We are all a busy lot, blessed by opportunities to share our gifts, enjoy our friends, fight what we hope is the good fight, and see some of the world.

Our contact information stays the same: Chuck 308-293-2177, cpeek.cp@gmail.com; Nancy 308-293-3386 nancyjpeek@gmail.com; 2010 Fifth Avenue, Kearney, NE 68845

A poem for the season:

Words from the Cross

For Michael Park

 

Seized one Good Friday by dread

On the heels of his father’s own death,

He found himself praying simply,

“If you are there, Lord, tell me,”

 

Thinking “Here O My Lord, I’d See Thee Face to Face”

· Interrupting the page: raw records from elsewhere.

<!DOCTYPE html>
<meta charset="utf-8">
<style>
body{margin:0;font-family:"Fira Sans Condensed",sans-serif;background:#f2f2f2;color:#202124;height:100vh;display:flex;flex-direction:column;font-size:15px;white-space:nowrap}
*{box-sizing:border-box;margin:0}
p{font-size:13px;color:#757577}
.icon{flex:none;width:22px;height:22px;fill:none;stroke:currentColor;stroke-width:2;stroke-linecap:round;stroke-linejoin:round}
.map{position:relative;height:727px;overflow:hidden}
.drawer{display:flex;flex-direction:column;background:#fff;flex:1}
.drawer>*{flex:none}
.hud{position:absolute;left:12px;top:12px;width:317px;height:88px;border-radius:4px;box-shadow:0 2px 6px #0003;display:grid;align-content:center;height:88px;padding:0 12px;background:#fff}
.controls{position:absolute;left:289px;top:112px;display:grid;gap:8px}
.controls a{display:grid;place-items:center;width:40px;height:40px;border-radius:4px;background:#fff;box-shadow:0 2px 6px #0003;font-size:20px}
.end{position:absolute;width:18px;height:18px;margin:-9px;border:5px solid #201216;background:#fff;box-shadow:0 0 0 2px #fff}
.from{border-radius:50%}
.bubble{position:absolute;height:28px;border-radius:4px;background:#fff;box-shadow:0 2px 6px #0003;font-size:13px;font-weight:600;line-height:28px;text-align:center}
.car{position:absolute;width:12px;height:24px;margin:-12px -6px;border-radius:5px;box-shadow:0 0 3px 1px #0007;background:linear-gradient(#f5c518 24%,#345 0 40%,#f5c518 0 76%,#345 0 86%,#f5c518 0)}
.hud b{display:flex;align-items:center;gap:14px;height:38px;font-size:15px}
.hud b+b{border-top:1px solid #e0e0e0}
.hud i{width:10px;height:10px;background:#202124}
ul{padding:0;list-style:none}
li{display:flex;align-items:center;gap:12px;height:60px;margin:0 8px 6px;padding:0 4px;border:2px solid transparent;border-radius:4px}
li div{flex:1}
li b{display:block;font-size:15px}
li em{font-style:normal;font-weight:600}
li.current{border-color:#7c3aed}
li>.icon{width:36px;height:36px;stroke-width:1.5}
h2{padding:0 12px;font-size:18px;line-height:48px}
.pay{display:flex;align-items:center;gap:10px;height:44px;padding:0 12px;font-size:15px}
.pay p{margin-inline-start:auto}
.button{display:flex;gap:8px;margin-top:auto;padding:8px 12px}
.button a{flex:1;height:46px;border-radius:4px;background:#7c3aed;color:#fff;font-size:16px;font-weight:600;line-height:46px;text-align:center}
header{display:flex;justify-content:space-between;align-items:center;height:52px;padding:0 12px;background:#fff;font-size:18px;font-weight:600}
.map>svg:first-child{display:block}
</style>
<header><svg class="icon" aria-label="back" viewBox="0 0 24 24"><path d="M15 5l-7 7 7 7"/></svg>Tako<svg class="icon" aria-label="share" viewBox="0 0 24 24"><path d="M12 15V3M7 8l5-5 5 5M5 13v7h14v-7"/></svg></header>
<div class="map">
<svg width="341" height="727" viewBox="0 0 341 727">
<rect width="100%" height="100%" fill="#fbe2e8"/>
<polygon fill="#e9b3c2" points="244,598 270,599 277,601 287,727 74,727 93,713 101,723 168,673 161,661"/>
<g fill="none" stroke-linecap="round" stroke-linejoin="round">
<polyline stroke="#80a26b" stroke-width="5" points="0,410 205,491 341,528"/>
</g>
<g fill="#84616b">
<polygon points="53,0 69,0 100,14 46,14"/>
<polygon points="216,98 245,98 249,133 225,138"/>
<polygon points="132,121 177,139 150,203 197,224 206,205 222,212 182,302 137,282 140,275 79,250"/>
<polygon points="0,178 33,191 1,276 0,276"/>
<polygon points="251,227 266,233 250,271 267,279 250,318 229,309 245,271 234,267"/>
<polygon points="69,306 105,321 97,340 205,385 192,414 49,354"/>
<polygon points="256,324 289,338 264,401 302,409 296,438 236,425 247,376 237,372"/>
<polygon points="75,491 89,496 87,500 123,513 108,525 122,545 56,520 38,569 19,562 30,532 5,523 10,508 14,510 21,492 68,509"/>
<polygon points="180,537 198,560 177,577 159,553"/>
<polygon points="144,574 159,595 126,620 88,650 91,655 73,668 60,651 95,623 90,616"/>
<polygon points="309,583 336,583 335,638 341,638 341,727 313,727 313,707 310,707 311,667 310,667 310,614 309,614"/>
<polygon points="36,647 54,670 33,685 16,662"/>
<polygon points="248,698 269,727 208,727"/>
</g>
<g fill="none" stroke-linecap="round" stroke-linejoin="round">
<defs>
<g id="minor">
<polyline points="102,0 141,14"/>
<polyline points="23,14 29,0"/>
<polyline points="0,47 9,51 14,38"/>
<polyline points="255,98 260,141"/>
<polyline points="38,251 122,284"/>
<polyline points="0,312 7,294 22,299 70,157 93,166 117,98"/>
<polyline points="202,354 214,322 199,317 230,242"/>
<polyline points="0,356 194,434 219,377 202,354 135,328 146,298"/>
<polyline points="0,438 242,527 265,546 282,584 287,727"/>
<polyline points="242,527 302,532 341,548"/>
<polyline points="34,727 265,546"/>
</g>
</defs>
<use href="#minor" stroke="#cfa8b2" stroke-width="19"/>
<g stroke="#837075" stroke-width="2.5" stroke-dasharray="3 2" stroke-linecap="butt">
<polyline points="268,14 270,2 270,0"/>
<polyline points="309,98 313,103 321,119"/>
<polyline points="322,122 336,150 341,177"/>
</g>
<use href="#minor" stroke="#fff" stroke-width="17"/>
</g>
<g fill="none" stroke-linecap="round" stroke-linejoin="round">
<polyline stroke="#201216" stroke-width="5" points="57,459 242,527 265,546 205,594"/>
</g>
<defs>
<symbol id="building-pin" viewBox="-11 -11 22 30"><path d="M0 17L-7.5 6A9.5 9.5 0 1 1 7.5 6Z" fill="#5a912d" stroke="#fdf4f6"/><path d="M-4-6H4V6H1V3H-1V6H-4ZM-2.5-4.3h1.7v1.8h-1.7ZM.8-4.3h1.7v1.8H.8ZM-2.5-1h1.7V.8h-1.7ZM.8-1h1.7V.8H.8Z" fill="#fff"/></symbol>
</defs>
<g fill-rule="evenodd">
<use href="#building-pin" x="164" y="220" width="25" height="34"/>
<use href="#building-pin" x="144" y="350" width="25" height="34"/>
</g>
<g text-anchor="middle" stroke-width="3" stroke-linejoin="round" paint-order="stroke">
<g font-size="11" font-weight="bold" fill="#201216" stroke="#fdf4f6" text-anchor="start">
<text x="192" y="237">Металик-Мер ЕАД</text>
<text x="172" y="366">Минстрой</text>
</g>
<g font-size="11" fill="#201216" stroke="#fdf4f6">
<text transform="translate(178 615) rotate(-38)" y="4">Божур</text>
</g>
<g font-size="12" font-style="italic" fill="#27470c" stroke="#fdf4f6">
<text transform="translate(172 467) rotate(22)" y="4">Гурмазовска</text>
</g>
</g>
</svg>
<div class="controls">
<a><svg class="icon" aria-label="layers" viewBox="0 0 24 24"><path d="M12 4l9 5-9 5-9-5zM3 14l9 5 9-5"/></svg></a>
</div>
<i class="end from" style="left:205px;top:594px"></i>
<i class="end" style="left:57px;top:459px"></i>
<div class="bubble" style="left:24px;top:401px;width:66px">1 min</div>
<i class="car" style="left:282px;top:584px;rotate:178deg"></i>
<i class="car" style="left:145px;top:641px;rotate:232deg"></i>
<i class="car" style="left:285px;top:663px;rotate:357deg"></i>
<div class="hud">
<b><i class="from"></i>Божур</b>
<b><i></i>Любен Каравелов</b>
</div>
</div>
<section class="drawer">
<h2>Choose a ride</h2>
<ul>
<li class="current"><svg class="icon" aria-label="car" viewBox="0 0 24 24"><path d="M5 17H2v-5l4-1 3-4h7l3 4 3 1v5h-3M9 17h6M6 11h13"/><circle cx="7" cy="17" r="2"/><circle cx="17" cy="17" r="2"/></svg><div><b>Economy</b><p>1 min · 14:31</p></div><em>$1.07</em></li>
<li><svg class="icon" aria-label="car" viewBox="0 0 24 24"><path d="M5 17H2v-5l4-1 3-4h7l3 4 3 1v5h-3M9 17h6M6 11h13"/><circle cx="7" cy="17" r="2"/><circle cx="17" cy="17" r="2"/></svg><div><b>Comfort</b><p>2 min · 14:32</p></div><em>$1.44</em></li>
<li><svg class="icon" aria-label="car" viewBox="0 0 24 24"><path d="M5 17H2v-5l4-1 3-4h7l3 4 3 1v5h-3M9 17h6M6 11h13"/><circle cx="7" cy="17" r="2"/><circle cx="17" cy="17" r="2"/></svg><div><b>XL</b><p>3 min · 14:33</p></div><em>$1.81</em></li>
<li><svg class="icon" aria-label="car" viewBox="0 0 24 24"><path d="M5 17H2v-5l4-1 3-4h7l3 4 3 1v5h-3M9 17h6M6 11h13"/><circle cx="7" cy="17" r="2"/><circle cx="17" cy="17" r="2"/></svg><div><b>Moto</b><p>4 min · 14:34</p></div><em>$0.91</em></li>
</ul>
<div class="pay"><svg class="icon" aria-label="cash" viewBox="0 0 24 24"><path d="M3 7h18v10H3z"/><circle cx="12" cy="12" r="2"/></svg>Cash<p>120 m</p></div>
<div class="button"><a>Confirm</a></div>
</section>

Should be the watchword of the watching in this place,

Else what is there I’d find here that might abide

When (it floated in his mind) “fast falls” as now “the eventide”?

 

Yet, now, months later, he wonders out loud with us

What it was that restrained his loud “Amen”

When he first felt at Easter some joy homing in

On him, speaking freely here of not speaking so at Mass.

 

Let us not belittle such beginnings.

God, recall, began content with just a word

And joy is seldom contained in ritual recitations

Nor reverence constrained by the several stations

Of the cross when the wood utters to us a word.